What you need to do: Copy each line of the records below that has "Κασάπη" in it.

[Items from a dataset]

________________________

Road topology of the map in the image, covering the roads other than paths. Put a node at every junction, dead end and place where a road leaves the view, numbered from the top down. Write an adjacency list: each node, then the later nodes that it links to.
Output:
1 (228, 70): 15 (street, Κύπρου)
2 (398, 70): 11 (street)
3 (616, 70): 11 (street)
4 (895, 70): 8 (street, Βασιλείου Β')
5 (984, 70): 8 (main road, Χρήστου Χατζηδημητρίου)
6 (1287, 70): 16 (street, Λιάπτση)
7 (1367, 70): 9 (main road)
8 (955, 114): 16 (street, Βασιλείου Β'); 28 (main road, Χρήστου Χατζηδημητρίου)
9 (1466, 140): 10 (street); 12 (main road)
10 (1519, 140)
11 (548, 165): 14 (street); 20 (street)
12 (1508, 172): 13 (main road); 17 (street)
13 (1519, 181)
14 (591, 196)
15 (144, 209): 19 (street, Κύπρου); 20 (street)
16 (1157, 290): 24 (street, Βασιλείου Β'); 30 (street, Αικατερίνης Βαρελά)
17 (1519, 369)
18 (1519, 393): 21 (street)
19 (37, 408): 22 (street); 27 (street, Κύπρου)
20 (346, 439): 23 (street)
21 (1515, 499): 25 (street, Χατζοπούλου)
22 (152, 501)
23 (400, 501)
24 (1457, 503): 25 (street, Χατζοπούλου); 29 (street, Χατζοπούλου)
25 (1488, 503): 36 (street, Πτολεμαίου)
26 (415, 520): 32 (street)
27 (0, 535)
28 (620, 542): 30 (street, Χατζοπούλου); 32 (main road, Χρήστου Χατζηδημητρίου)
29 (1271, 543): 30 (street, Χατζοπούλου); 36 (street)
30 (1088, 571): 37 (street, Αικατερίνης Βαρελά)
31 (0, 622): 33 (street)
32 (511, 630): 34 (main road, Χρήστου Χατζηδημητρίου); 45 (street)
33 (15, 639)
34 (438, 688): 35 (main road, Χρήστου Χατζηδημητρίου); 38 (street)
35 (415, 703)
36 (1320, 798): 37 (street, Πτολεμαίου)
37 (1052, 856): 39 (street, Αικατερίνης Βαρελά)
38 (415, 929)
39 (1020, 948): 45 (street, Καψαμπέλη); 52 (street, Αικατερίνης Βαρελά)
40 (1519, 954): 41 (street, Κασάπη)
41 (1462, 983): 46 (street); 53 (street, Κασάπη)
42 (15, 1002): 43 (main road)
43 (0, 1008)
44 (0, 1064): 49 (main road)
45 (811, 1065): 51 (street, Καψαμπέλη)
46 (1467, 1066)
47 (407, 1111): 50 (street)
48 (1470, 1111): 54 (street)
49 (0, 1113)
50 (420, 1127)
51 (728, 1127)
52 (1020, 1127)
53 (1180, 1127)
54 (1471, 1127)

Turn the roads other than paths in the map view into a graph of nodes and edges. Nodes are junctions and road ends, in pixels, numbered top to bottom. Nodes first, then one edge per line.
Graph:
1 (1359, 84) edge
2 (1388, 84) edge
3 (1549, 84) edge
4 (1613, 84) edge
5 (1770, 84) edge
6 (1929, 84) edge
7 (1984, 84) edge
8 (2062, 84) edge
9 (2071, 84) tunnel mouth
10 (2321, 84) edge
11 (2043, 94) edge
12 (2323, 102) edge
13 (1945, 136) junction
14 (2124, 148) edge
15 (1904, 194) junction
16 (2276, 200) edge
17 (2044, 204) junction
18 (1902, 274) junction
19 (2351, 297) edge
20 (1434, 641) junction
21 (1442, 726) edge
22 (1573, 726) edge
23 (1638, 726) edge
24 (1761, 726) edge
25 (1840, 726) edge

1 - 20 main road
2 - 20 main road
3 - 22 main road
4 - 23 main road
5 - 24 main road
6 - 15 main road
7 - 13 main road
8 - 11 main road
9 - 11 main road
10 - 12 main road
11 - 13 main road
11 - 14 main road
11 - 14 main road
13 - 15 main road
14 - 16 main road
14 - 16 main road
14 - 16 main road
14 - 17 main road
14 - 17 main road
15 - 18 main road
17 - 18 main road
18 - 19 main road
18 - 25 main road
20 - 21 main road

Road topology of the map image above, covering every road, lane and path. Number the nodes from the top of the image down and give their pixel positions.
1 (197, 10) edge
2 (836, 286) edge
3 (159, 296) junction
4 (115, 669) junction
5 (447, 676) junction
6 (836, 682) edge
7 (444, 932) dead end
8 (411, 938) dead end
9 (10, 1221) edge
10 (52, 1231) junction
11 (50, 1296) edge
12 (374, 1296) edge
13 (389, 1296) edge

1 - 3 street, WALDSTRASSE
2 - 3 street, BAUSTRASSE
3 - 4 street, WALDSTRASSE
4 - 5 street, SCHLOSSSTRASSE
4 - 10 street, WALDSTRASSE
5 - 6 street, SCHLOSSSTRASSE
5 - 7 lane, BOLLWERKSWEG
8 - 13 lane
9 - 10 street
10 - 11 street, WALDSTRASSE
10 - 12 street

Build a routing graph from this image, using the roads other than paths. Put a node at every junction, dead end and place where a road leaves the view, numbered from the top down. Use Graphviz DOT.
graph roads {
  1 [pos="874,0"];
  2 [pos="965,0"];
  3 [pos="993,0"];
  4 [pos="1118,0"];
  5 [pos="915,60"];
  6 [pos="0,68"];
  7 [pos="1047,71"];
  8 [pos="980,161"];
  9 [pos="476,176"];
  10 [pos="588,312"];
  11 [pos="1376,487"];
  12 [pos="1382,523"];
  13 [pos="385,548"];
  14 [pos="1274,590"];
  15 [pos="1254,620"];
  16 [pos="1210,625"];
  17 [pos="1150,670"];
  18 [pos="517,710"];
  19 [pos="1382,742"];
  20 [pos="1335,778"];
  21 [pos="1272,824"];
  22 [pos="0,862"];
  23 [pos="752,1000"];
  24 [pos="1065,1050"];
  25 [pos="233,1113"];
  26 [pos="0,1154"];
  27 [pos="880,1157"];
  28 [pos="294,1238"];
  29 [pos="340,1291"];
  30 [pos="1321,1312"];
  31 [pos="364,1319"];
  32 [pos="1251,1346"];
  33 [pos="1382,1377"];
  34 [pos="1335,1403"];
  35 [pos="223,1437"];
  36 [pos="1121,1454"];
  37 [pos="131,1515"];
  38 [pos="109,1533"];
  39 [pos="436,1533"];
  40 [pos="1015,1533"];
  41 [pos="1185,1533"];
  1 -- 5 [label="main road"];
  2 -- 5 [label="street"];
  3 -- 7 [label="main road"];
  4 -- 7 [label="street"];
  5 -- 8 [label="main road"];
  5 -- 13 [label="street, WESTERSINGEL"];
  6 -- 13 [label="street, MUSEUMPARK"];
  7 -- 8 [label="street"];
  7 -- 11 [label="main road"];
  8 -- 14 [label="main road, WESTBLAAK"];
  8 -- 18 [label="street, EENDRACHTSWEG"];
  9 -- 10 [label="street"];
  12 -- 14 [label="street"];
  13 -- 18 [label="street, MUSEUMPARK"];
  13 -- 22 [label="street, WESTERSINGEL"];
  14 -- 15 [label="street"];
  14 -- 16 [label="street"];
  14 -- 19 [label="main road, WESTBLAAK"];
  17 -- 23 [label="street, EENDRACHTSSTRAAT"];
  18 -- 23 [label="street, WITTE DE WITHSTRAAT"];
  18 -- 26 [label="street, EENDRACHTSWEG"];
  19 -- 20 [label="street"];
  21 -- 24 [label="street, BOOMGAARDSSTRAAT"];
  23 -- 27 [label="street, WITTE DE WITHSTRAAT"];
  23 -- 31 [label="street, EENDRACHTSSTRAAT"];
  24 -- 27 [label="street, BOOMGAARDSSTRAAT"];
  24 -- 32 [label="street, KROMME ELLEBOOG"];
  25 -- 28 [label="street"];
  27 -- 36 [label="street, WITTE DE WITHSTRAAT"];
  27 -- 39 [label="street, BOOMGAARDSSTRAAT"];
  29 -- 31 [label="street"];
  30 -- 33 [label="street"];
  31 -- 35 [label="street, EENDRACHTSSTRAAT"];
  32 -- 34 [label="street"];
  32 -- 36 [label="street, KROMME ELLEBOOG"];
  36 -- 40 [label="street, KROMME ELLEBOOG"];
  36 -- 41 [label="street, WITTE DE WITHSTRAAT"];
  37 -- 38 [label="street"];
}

________________________

Response box:
40 (1519, 954): 41 (street, Κασάπη)
41 (1462, 983): 46 (street); 53 (street, Κασάπη)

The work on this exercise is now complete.